Wednesday, October 12, 2011

Pickup, 41 Claire

Since we moved into the House of Bich at the end of July 2010, we have gotten rid of an extraordinary amount of stuff with the help of:

-- Two free township bulk pickups (one in May, one in October)
-- One appointment for a township pickup, $30
-- Two appointments with 1-800-GOT JUNK?, somewhere in the neighborhood of $700 total (this included the removal of an old refrigerator and a "work bench")
-- Rich and Leeza's trip to the township dump

Those include nearly 80 years of accumulated crap in the basement, the carpet we ripped out before we had the wood floors restored, everything we took out of one of the crawl spaces, stuff from the shed, detritus from the walk-in closet upstairs, crap we've accumulated over the years, boxes from stuff we've ("we"=Brooke) bought ...

It's been a lot.

This morning, the township picked up the old sink we destroyed with a sledgehammer, a table from my parents' old kitchen that was nearly 20 years old and had, unfortunately, come down with a case of post-Irene mold, and a lot of shrubbery that we'd cut down before we redid the lawn.

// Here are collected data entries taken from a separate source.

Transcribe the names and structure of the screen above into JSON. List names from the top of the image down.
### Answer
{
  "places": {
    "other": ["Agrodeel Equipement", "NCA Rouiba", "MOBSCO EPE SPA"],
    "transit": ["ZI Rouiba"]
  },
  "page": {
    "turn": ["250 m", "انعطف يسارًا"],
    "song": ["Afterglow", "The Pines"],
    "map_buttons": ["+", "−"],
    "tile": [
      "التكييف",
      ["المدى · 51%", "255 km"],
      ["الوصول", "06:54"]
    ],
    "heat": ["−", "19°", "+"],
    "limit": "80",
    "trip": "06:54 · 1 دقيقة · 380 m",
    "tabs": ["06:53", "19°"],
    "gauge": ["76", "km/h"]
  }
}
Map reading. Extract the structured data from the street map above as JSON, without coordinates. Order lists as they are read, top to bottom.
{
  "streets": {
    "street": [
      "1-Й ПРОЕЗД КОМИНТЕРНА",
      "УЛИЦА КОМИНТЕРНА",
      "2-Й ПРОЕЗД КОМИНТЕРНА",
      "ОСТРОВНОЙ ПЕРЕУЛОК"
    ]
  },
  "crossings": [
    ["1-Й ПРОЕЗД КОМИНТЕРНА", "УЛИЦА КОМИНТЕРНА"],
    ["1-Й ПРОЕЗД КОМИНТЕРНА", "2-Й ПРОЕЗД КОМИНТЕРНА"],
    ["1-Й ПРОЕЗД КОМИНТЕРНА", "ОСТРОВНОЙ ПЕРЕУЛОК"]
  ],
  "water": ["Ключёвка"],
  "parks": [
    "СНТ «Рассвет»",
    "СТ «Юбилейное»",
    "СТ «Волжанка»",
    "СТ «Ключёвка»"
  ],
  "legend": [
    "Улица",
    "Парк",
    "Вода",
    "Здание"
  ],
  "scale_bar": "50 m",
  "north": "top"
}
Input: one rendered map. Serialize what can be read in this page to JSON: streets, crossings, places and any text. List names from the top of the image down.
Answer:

Everything. They took everything.

I love Woodbridge.

Saturday, October 1, 2011

Basement, continued


(Sorry the video is sideways.)

Today, Rich and I got to work on undoing Irene's work in the basement.

While we were at it, I figured I'd go buy a sledgehammer and get rid of the utility sink; the township's second bulk pickup of the year is coming up, so I figured $27 for a sledgehammer was better than the $300 1-800-GOT JUNK estimated. (They did tell me to just get a sledgehammer and a couple of friends, and that it just wasn't worth it for me to pay them to take out the sink.)

Rich: I don't know what's different about a sledgehammer from a hammer, but that sledge tore through the sink in five minutes.

(To me, that can be answered by sheer physics, but it was pretty impressive. And fun.)

After the sledgehammering:




After we took out all the concrete and rotted wood:





The bare-looking spots in the white paint are where I peeled off the Drylok that was pushed up by the water.

And before I forget, this is how it looked after the 1-800-GOT JUNK guys came back in August:









(I really can't recommend all of their guys enough.
And they were cheerfully game for a photo when I told them I blog about the house.)